◆ Instructions for the task: Please state in a single number how many lines of the entries below include the word "nodes".

*** Data shown ***

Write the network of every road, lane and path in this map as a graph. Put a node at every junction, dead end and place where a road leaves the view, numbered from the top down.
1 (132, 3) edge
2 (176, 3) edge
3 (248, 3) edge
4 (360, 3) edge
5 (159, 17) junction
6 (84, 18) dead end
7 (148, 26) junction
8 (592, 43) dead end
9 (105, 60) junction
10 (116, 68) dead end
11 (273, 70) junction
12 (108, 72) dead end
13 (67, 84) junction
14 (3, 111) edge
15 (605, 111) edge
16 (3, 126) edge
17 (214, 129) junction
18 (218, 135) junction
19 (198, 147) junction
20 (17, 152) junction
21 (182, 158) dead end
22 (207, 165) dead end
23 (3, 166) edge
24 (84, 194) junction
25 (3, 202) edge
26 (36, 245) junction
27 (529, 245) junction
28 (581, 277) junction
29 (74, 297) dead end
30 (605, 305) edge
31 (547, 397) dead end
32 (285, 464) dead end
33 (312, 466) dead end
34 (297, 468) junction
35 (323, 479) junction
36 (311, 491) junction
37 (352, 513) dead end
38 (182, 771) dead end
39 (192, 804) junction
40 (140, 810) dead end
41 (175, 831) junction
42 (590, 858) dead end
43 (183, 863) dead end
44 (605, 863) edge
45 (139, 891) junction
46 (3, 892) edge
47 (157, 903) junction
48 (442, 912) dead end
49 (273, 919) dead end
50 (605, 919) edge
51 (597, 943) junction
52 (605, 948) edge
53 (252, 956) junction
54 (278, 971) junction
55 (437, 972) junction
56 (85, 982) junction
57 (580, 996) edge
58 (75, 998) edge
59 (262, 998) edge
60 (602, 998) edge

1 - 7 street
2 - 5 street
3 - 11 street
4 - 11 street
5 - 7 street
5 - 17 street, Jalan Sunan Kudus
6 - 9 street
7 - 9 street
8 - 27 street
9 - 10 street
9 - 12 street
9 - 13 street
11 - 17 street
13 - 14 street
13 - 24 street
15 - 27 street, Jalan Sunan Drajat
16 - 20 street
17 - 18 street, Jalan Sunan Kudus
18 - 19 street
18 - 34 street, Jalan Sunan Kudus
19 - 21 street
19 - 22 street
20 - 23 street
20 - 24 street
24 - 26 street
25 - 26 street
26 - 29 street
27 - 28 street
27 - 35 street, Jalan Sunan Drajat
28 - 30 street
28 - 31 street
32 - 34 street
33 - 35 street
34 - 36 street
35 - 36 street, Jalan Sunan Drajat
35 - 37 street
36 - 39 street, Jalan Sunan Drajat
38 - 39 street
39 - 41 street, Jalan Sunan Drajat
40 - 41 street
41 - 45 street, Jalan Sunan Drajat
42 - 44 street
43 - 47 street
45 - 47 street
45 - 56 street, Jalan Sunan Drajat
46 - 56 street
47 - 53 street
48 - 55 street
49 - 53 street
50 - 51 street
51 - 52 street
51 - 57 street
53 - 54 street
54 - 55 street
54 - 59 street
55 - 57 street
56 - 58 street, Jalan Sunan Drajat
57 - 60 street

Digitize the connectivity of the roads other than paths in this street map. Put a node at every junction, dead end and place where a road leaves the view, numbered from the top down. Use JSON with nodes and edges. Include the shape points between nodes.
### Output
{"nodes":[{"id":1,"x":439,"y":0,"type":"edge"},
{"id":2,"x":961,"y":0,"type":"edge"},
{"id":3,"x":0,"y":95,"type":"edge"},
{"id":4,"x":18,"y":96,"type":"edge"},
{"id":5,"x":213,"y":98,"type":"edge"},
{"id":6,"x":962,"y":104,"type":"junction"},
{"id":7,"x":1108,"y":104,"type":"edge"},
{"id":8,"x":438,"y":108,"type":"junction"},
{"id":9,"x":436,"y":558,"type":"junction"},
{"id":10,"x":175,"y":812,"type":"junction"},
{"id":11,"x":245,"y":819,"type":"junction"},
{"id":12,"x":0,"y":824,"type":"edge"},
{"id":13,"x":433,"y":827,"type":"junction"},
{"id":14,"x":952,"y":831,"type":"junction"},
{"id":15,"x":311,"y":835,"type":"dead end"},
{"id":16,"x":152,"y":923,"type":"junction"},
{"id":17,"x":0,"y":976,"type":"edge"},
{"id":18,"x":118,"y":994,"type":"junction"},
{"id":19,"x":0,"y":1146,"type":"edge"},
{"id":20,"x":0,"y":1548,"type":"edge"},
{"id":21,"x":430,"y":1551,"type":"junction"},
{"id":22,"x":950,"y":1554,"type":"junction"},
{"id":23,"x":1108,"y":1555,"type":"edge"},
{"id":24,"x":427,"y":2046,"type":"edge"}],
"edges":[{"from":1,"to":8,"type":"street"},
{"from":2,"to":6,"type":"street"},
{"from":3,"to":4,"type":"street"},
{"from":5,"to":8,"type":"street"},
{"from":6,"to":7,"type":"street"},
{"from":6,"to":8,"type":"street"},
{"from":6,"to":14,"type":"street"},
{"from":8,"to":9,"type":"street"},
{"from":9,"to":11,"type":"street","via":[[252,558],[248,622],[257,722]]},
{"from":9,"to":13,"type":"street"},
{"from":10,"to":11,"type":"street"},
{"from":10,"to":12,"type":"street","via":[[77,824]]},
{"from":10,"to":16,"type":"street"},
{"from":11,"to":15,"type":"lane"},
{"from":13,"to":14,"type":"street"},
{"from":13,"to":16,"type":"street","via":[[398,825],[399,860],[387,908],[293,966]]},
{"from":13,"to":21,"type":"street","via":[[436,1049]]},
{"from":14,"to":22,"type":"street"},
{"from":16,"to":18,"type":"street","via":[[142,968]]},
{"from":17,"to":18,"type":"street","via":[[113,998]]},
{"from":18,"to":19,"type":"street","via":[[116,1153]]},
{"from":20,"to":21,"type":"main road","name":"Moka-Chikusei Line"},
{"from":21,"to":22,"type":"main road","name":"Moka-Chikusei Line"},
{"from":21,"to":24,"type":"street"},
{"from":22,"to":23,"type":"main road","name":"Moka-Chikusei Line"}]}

*** End of Data shown ***

◆ Answer box: 2